Continuons, les écoles des beaux-arts, c’est déjà assez drôle comme plan d’études, mais dans le genre comique il y a encore beaucoup plus rigolo, ce sont les écoles de photographies.
Parmi les choses dont je me suis beaucoup occupé, il y a certes le paysage et beaucoup utilisée la photographie. Ils ont essayé de me coincer avec l’un et avec l’autre sans, jusqu’à ce jour, arrivé à me faire entrer dans la boîte. Ces amours bien vulgaires pour le médium conduisent à des situations curieuses, photographe qu’est ce que c’est ?
On m’interroge parfois sur ce qu’on voit sur mes photographies. Par exemple sur le torse de l’Aphrodite de Cnide, où figure une grappe de fruits de l’Ailanthus altissima Swingl. Comment voulez-vous que je réponde à des questions pareilles ! Je l’ai mis un point c’est tout. J’étais à Sète, et mon Aphrodite, je l’avais dénichée dans le grenier de la Villa St. Clair. Je l’avais descendue sur la terrasse pour lui faire prendre un peu l’air à mon joli plâtre. Après Praxitèle c’était difficile de faire l’artiste, je n’allais pourtant pas lui ajouter une fente sur le Mont Chauve. J’étais bien agacé. Et comme il avait fait grand vent et que je n’avais pas tué six loups, j’ai ramassé cette grappe que je lui ai installée entre les jambes, j’avais même arrangé un petit ventilateur pour qu’elle ait moins chaud et agiter la verdure. Quand je l’ai vidéographiée ma déesse, l’effet était bien gracieux. La vidéo, je ne sais plus où elle se trouve ce qui n’a strictement aucune importance. Il ne s’y passe rien et il n’y a pas de musique pour vous distraire l’oreille, c’est la vidéo d’un courant d’air.
J’aime bien le progrès, sans lui vous n’auriez jamais pu voir ma main toucher le modèle, je serais encore en train d’essayer de la peindre tenant celle de Pernilla ou de Sophie. Dans le toucher du modèle, j’ai eu des prédécesseurs, bien que quelques fois ce soit lui qui se touche tout seul. Il a eu de la chance Tiziano de voir Vénus la main entre les jambes, c’étais autre chose que mon plâtre sur la terrasse.

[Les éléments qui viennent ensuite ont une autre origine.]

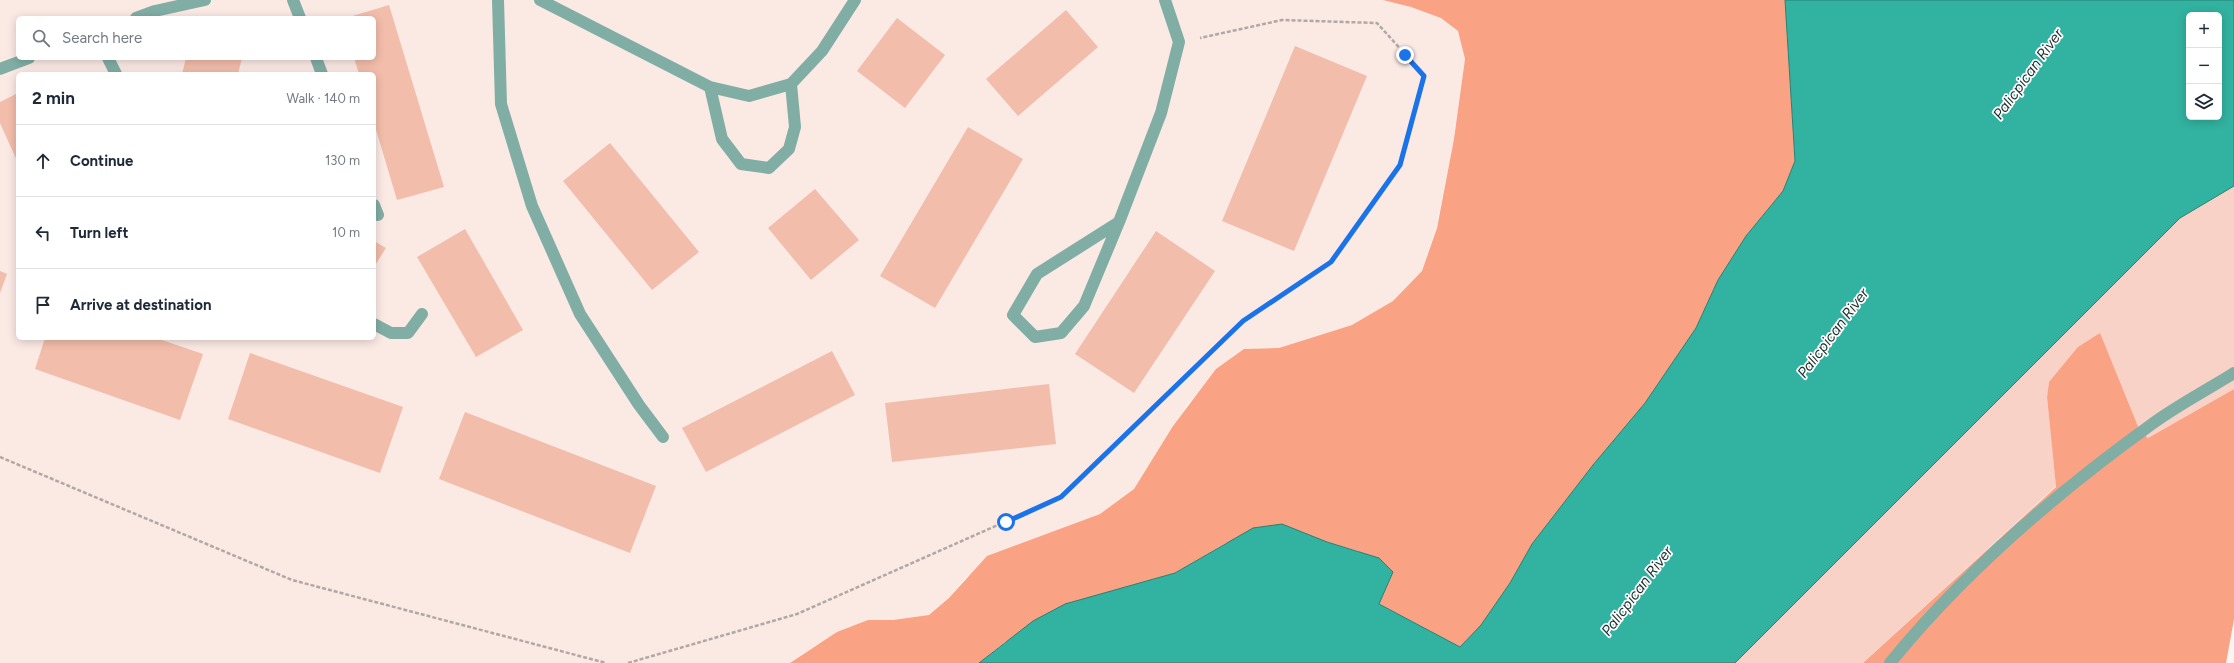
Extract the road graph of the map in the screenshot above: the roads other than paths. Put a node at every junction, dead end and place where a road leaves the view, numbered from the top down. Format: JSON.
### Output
{"nodes":[{"id":1,"x":205,"y":0,"type":"edge"},
{"id":2,"x":293,"y":0,"type":"edge"},
{"id":3,"x":498,"y":0,"type":"edge"},
{"id":4,"x":540,"y":0,"type":"edge"},
{"id":5,"x":855,"y":0,"type":"edge"},
{"id":6,"x":1165,"y":0,"type":"edge"},
{"id":7,"x":141,"y":16,"type":"edge"},
{"id":8,"x":299,"y":16,"type":"edge"},
{"id":9,"x":25,"y":60,"type":"edge"},
{"id":10,"x":109,"y":60,"type":"edge"},
{"id":11,"x":317,"y":60,"type":"edge"},
{"id":12,"x":0,"y":70,"type":"edge"},
{"id":13,"x":115,"y":72,"type":"edge"},
{"id":14,"x":321,"y":72,"type":"edge"},
{"id":15,"x":791,"y":84,"type":"junction"},
{"id":16,"x":710,"y":87,"type":"junction"},
{"id":17,"x":1119,"y":222,"type":"junction"},
{"id":18,"x":422,"y":314,"type":"dead end"},
{"id":19,"x":376,"y":325,"type":"edge"},
{"id":20,"x":2234,"y":373,"type":"edge"},
{"id":21,"x":663,"y":437,"type":"dead end"},
{"id":22,"x":1890,"y":663,"type":"edge"}],
"edges":[{"from":1,"to":7,"type":"lane"},
{"from":2,"to":8,"type":"lane"},
{"from":3,"to":21,"type":"lane"},
{"from":4,"to":16,"type":"lane"},
{"from":5,"to":15,"type":"lane"},
{"from":6,"to":17,"type":"lane"},
{"from":9,"to":12,"type":"lane"},
{"from":10,"to":13,"type":"lane"},
{"from":11,"to":14,"type":"lane"},
{"from":15,"to":16,"type":"lane"},
{"from":15,"to":16,"type":"lane"},
{"from":17,"to":17,"type":"lane"},
{"from":18,"to":19,"type":"lane"},
{"from":20,"to":22,"type":"lane"}]}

En trois lignes, je viens de parler de la photographie, de la peinture, de la sculpture et de la vidéographie, alors ne venez pas chercher à savoir laquelle je préfère, les outils, je les prends généralement pour ce qu’ils sont, je m’en fous de connaître la marque des pinceaux de Tiziano.
Vous voyez, l’art tient à peu de chose, aujourd’hui je suis tout émoustillé de la retrouver ma déesse, elle n’a pas pris une ride et elle a quelques rapports avec la mécanique des fluides. Forcément elle est née de l’écume de la mer, moi je veux bien, c’est assez surprenant, mais avec les déesses on doit s’attendre à tout y compris que les rose ressemblent à autre chose que des roses.